Esta mañana he ido (en metro) a la FNAC. Un mundo donde los nietos de aquellos post-modernos, que eran la progresía de los años 70 del pasado siglo, se mueven como pez en el agua. Yo, la verdad, me sentía un poco raro. Y esto por dos razones: una, porque mis barbas post-castristas y mi chaqueta de pana pregonaban que yo no soy de ese mundo; la otra, por la extraña pretensión de buscar arreglo a un aparato de música que compré hace ya 15 años.

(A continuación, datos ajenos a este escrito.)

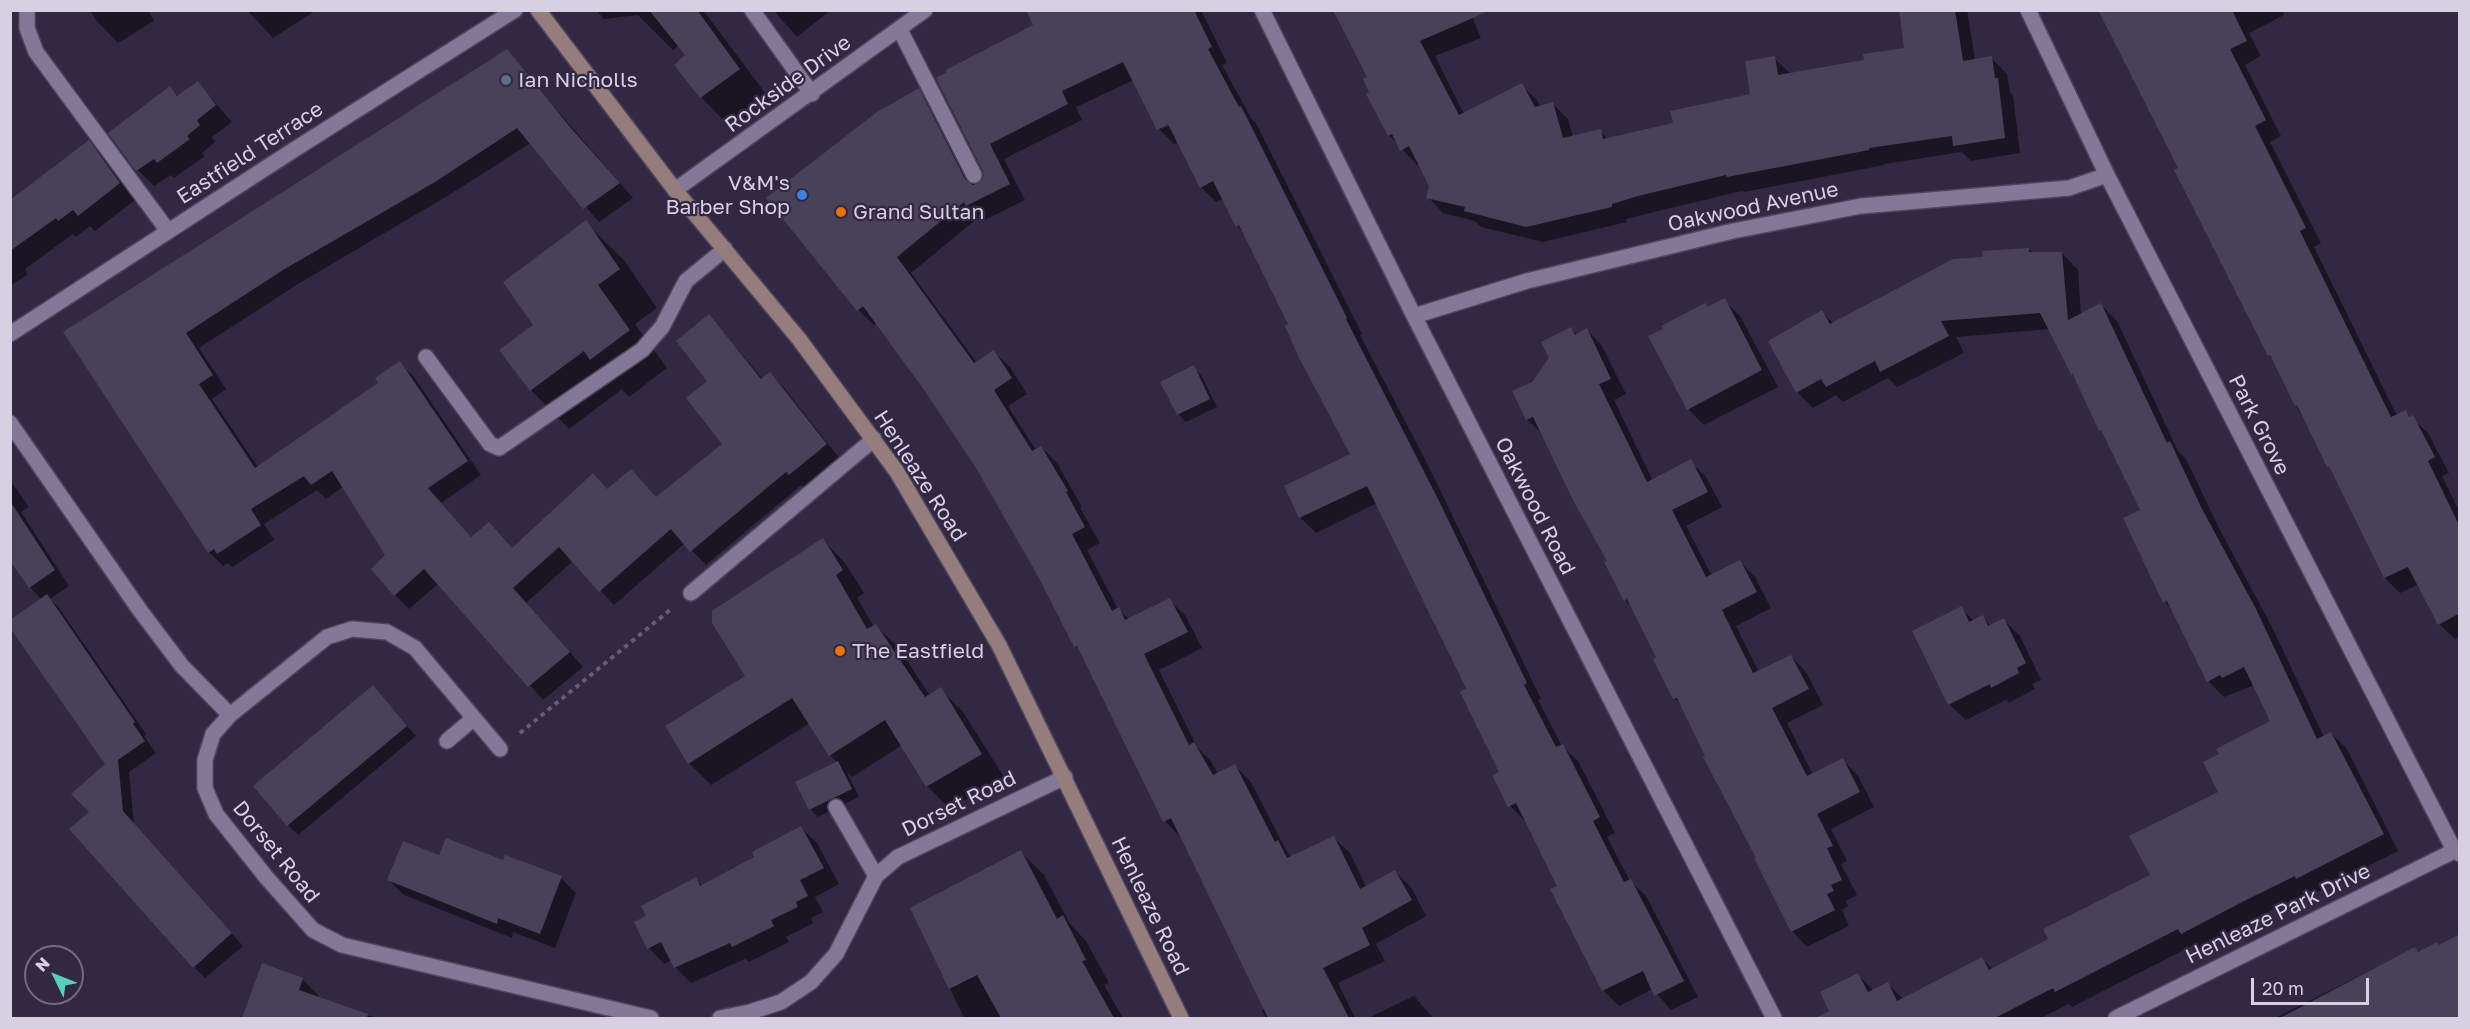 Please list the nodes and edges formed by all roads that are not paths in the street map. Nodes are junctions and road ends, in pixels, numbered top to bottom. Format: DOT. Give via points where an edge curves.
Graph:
graph roads {
  1 [pos="27,10"];
  2 [pos="515,10"];
  3 [pos="538,10"];
  4 [pos="752,10"];
  5 [pos="925,10"];
  6 [pos="1262,10"];
  7 [pos="2028,10"];
  8 [pos="900,30"];
  9 [pos="812,94"];
  10 [pos="974,175"];
  11 [pos="2107,175"];
  12 [pos="675,190"];
  13 [pos="168,231"];
  14 [pos="724,249"];
  15 [pos="1414,316"];
  16 [pos="10,334"];
  17 [pos="426,357"];
  18 [pos="10,423"];
  19 [pos="874,439"];
  20 [pos="692,593"];
  21 [pos="230,714"];
  22 [pos="474,718"];
  23 [pos="447,741"];
  24 [pos="500,749"];
  25 [pos="1065,777"];
  26 [pos="836,807"];
  27 [pos="2458,850"];
  28 [pos="876,876"];
  29 [pos="651,1018"];
  30 [pos="720,1018"];
  31 [pos="1181,1018"];
  32 [pos="1774,1018"];
  33 [pos="2116,1018"];
  1 -- 13 [label="street" via="27,28 36,52"];
  2 -- 13 [label="street, Eastfield Terrace"];
  3 -- 12 [label="main road, Henleaze Road"];
  4 -- 9 [label="street"];
  5 -- 8 [label="street, Rockside Drive"];
  6 -- 15 [label="street, Oakwood Road"];
  7 -- 11 [label="street, Park Grove"];
  8 -- 9 [label="street, Rockside Drive"];
  8 -- 10 [label="street"];
  9 -- 12 [label="street, Rockside Drive"];
  11 -- 15 [label="street, Oakwood Avenue" via="2069,188 1861,206 1733,231 1527,280"];
  11 -- 27 [label="street, Park Grove"];
  12 -- 14 [label="main road, Henleaze Road"];
  13 -- 16 [label="street, Eastfield Terrace"];
  14 -- 17 [label="street" via="686,281 662,327 642,350 499,448 490,444"];
  14 -- 19 [label="main road, Henleaze Road" via="799,339"];
  15 -- 32 [label="street, Oakwood Road"];
  18 -- 21 [label="street" via="182,666"];
  19 -- 20 [label="street"];
  19 -- 25 [label="main road, Henleaze Road" via="989,627"];
  21 -- 22 [label="street, Dorset Road" via="327,637 352,629 387,632 415,648"];
  21 -- 29 [label="street, Dorset Road" via="213,734 205,760 205,788 216,814 313,930 342,945"];
  22 -- 23 [label="street"];
  22 -- 24 [label="street, Dorset Road"];
  25 -- 28 [label="street, Dorset Road" via="898,857"];
  25 -- 31 [label="main road, Henleaze Road"];
  26 -- 28 [label="street"];
  27 -- 33 [label="street, Henleaze Park Drive"];
  28 -- 30 [label="street, Dorset Road" via="836,954 811,982 781,1002"];
}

En el primer caso, comprendo que resulta muy difícil ubicarme en ninguna de las tribus del cosmos urbanita que pulula –como infusorios en una charca–, en esos lugares à la page, que dicen los franceses. Soy un epígono de la progresía post-franquista y los mil cacharros tecnológicos expuestos en las estanterías, con sus vistosos envases de colorines, no me llaman la atención. Me eduqué en una sociedad de escasos recursos y el consumismo post-krack-neocapitalista me queda un poco de lado.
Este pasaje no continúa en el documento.